Une absence remarquée
Autant crever l’abcès d’entrée, Peace Walker souffre d’une maniabilité problématique. Voilà, c’est dit. Pourquoi ? Attendez, je vais détailler, ne soyez pas pressés comme ça. Petit retour sur la console choisie pour cet opus.
Après Portable Ops, c’est au tour du dernier né de Kojima Productions de se retrouver sur la console portable de Sony. Ce choix peut paraître étrange, surtout quand on se souvient que les épisodes principaux de la saga sont tous affilés à une console de salon. Est-ce pour répondre au plus près aux contraintes de jeu nippones ? Est-ce pour diminuer de manière drastique les coûts de production et ainsi pouvoir se concentrer sur le contenu plutôt que le contenant ? Sans doute un peu des deux. Et ce sont bien les contraintes inhérentes de la PSP qui viennent causer les maux dont souffre Peace Walker.

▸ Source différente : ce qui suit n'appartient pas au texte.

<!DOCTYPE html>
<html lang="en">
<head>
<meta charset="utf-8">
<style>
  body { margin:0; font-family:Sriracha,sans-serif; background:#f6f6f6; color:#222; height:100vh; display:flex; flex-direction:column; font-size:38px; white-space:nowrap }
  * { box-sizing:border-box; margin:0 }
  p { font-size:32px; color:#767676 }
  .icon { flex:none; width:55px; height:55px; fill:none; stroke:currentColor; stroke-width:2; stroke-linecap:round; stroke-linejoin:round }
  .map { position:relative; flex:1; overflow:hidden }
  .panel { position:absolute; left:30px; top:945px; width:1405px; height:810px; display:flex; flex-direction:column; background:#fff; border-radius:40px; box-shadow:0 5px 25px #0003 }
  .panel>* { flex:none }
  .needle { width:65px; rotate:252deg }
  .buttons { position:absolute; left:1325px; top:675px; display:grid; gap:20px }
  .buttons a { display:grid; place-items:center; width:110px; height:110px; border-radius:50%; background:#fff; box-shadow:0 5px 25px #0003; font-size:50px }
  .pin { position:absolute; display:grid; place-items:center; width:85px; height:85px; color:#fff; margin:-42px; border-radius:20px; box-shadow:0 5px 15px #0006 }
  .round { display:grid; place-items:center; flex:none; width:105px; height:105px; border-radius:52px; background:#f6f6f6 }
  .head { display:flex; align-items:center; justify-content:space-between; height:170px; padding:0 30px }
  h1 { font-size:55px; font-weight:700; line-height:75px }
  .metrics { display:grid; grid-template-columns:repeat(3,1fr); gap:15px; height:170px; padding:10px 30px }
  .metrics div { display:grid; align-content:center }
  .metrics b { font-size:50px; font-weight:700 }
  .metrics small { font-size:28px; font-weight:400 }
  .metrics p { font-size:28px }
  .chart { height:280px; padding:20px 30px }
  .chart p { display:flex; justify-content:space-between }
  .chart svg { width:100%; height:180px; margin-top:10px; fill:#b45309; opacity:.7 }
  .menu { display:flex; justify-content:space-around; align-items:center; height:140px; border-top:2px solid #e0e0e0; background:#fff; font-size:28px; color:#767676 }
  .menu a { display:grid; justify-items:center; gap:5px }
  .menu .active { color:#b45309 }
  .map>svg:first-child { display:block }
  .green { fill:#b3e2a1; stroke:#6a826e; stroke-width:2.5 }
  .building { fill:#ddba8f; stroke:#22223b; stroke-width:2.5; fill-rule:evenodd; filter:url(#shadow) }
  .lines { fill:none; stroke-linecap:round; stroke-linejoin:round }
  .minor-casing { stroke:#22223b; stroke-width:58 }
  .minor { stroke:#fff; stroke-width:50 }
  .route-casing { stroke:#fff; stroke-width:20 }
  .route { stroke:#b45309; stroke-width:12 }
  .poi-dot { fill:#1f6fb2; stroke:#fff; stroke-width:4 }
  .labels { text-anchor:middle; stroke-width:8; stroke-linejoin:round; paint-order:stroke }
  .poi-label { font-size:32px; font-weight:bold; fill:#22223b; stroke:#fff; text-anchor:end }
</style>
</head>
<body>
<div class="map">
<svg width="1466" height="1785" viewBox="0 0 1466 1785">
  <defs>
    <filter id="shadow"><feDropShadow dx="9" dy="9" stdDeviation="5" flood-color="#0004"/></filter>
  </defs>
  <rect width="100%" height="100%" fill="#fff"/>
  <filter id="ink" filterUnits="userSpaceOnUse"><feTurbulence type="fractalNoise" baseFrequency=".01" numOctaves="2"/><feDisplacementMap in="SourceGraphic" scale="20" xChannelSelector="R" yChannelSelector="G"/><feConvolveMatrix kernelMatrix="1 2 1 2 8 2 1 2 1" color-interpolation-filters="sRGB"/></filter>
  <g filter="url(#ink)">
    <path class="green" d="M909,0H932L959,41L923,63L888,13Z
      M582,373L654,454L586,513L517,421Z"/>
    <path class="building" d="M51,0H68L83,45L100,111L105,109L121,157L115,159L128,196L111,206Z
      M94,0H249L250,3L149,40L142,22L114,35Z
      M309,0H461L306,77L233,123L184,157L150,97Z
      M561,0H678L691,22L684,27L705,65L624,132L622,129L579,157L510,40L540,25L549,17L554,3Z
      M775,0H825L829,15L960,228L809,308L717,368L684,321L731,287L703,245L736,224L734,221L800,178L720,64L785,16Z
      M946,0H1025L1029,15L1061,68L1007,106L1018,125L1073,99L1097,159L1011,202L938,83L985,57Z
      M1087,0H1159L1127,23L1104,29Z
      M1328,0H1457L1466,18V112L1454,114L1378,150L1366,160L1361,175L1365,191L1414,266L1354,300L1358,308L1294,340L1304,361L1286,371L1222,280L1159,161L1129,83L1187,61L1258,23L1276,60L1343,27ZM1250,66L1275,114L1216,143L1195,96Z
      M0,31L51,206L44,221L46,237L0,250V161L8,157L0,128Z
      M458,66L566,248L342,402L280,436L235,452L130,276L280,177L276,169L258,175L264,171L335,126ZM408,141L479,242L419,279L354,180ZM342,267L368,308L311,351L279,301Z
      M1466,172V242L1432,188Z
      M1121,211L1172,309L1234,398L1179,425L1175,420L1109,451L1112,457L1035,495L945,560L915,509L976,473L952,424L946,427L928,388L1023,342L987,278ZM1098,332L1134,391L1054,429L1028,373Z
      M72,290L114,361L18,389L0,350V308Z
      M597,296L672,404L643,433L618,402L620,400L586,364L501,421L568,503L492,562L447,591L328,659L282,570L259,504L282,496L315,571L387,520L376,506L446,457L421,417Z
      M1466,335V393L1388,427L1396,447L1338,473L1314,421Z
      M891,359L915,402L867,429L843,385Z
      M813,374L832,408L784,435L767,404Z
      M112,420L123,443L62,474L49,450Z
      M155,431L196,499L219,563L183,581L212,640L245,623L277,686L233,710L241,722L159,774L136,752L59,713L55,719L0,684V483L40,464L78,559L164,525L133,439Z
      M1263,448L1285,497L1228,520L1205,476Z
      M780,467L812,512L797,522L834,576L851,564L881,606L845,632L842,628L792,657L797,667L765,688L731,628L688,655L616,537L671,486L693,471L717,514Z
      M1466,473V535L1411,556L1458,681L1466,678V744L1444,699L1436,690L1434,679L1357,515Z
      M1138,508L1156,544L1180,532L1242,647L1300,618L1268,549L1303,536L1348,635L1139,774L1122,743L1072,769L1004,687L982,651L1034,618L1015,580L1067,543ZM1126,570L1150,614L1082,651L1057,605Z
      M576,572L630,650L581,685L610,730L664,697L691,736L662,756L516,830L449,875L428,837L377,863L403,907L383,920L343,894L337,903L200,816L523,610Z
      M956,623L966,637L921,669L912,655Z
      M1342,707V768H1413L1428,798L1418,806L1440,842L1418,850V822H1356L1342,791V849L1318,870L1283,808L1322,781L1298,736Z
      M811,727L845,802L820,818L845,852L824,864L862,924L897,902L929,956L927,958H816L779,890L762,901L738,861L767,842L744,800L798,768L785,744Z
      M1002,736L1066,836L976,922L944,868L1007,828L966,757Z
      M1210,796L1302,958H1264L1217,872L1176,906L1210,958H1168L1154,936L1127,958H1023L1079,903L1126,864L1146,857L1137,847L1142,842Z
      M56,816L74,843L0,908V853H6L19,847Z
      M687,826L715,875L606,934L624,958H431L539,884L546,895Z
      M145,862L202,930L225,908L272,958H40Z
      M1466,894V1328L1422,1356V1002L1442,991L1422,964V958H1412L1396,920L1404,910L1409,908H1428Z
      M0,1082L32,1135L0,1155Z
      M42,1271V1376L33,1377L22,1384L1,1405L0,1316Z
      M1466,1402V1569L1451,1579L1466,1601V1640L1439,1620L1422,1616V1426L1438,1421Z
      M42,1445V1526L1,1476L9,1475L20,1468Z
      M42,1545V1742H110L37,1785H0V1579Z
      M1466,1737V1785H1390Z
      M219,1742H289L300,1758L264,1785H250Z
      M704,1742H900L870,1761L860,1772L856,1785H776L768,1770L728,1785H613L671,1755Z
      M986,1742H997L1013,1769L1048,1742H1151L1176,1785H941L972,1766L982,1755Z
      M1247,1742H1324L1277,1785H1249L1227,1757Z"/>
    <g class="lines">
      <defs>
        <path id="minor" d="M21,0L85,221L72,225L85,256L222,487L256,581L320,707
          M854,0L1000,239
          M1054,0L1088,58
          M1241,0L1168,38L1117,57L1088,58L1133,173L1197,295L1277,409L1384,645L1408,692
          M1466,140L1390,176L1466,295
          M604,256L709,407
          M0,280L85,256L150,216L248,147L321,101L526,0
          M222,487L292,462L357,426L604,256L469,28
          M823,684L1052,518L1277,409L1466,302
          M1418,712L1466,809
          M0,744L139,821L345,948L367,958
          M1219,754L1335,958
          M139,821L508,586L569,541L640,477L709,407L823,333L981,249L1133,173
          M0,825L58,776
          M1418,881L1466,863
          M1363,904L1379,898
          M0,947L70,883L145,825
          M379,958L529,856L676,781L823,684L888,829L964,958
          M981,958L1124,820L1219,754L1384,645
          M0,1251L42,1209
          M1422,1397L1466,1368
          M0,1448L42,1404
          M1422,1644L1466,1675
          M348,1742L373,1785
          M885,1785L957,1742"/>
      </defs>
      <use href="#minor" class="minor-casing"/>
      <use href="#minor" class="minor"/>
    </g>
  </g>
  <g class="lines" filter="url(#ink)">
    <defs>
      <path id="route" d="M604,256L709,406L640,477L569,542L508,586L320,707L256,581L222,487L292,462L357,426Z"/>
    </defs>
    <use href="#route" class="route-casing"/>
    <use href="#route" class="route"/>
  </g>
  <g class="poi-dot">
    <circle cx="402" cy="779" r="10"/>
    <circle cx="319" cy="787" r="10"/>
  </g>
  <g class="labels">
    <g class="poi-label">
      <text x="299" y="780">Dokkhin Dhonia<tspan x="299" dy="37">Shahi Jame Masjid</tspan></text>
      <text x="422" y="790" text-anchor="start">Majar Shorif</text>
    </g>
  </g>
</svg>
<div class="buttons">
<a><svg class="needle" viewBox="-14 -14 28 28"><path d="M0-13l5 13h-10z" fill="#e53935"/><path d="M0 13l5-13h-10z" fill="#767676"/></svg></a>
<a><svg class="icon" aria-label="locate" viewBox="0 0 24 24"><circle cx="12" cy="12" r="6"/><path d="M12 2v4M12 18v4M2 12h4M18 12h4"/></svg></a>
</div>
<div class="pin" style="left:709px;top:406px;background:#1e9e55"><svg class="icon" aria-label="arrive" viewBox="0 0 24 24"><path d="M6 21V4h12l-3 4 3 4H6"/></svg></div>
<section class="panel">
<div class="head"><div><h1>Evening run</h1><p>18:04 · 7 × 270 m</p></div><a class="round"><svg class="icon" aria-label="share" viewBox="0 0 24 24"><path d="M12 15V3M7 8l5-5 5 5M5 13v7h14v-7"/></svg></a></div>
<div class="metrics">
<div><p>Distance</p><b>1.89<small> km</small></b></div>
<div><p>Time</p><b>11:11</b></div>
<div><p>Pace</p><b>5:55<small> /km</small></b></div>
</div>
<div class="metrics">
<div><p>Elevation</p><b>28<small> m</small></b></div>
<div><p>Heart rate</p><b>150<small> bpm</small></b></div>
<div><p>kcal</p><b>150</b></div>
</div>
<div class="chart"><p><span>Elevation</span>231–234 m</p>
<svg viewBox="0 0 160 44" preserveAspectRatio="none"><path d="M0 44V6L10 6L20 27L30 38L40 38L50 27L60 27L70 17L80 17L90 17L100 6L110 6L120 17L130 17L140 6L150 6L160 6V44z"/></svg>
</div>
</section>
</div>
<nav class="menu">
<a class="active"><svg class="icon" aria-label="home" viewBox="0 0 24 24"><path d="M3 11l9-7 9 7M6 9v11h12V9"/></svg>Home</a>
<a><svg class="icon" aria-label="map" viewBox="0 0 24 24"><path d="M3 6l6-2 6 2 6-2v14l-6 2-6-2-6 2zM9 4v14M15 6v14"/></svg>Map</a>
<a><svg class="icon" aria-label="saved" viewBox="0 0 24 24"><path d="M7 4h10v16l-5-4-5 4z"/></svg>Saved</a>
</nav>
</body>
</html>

Le titre est basé sur le même schéma de jeu que Guns of the Patriots, Snake déambule dans un univers en trois dimensions très proche de l’ambiance de Snake Eater avec une caméra à 360°. Et là où une manette de salon disposent de deux sticks analogiques, permettant de se déplacer et d’orienter la caméra simultanément, la PSP n’en dispose que d’un.
Partant de ce principe Peace Walker propose trois configurations de touches aux joueurs avides de sensations que nous sommes. Et ces trois configurations ne seront pas de trop pour essayer de satisfaire chacun. Nous avons donc le mode Action où la croix numérique sera allouée à déplacer la caméra. Il faut reconnaitre que ce mode n’est pas forcément le plus pratique des trois vu que la caméra et les déplacements sont sur le même côté de la console. Ensuite le jeu nous propose le mode Chasseur où les boutons de tranches serviront à la gestion des objets et des armes. Et enfin le mode Tireur qui placera la gestion de la caméra sur les boutons Croix, Carré, Triangle et Rond. C’est avec ce mode que l’on se rapprochera le plus du confort d’une manette, équilibrant les actions sur l’ensemble des touches. Malheureusement, quatre boutons ne pourront remplacer la précision d’un stick, en particulier dans le feu de l’action.
Solo ? Han Solo ?
Si la jouabilité n’est pas optimale, le jeu n’est pas injouable pour autant rassurez-vous. Il nécessitera un petit apprentissage avant d’être vraiment pris en main et les premières parties ont un côté frustrant qui s’estompent assez vite. Et dans l’optique de ne pas déséquilibrer de trop la difficulté de son jeu, Kojima n’a pas pourvu l’IA d’une intelligence à toute épreuve. Seul un soldat tout proche sera alerté par un bruit suspect. Ce genre de comportement laisse une marge de manœuvre plus large que dans les précédents épisodes, ce n’est pas du luxe, et il permet au joueur de préparer son offensive plus calmement. Car les mauvaises surprises peuvent vite arriver, et sans une caméra réagissant au doigt et à l’œil, la panique pointe rapidement le bout de son nez ,suivie de près par la mort. Et dans ce dernier cas, pas de checkpoints envisageables, il faut recommencer la mission dans son intégralité. Je vois que vous commencez à comprendre pourquoi je parlais de frustration quelques lignes auparavant. Et contre les boss, votre patience sera parfois mise à l’épreuve, tout du moins en solo.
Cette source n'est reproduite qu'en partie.